Have you ever been stuck trying to compose a good transition between two drastic changes in a song? Can’t find anything that will allow you to introduce the new section besides a basic EQ sweep? It happens to me quite often… Here is a little trick I use to help me build a good transition that will automatically fit the song and allow me to transition to something unexpected!


Finding The Sound


I am working on a beat for an artist who wants a drastic build and change for the chorus. Here is a sample of the riser we will create:


Find a sound in your track that we could use to transform into a riser. I am going to use these strings:


Once you have found the perfect sound, resample it using your resampling track. Now you are ready to create your riser.

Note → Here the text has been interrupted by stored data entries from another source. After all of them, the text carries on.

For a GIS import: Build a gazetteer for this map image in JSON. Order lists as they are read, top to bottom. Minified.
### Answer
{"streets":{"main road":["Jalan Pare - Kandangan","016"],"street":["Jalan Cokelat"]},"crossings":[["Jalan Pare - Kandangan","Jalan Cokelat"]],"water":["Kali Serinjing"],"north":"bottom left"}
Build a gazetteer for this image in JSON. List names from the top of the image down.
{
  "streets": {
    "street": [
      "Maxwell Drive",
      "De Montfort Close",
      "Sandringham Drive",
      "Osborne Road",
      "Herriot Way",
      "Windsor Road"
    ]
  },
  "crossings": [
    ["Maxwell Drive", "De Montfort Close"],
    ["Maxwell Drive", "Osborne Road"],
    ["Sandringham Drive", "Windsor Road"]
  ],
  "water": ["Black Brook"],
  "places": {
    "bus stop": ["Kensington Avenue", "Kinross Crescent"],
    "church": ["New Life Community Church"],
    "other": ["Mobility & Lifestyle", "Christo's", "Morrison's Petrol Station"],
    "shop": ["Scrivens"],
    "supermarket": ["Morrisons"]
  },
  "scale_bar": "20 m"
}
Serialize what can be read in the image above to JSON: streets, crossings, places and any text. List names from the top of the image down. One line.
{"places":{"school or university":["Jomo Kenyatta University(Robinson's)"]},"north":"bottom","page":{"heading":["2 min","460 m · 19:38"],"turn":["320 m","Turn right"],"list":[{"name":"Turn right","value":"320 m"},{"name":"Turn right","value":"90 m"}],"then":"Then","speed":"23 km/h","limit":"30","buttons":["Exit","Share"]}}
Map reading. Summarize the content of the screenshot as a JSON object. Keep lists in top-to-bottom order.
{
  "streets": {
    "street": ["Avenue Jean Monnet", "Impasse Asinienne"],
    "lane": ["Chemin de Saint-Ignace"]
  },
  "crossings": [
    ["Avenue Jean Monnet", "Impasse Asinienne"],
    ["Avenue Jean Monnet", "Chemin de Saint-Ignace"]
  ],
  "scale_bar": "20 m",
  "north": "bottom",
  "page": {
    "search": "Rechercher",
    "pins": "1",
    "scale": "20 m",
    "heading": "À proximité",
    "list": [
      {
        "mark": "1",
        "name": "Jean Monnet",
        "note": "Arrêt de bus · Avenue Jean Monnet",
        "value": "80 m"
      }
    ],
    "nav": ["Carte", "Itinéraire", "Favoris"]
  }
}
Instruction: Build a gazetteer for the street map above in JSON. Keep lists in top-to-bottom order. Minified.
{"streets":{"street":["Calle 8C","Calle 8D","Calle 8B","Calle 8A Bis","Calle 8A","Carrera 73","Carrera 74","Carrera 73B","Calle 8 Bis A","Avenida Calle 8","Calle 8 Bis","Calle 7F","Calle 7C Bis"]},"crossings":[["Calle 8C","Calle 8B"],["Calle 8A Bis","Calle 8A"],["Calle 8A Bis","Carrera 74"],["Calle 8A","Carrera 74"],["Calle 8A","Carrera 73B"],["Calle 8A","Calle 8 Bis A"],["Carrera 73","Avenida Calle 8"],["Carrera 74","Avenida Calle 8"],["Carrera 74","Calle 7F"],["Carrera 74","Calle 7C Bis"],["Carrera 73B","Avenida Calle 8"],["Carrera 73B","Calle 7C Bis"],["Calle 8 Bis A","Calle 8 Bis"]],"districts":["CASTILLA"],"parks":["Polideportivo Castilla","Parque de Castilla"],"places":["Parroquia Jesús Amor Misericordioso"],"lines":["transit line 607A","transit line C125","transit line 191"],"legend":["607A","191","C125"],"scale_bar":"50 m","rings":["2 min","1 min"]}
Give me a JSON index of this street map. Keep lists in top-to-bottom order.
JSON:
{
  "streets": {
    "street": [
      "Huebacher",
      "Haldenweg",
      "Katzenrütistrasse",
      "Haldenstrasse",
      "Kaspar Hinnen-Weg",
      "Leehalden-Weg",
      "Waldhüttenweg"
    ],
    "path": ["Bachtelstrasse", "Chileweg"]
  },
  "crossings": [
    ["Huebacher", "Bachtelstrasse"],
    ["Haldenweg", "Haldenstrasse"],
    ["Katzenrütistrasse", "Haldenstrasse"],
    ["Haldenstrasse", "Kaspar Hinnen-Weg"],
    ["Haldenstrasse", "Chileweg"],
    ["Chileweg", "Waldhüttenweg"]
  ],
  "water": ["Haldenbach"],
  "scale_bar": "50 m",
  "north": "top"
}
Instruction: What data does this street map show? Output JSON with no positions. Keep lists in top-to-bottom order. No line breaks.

Creating A Riser In Ableton 2

I decided to use the sound of “guitar” track.


Creating The Riser


First, create a new midi track (ctrl + shift + T) and drag and drop your sample directly on to your midi track.

Creating A Riser In Ableton 1

I called this new midi track “Riser”.


Your first step will be to loop it! You want the sound to keep playing as long as you want. In order to do so click the “loop” icon and set the perfect setting that sounds right for you.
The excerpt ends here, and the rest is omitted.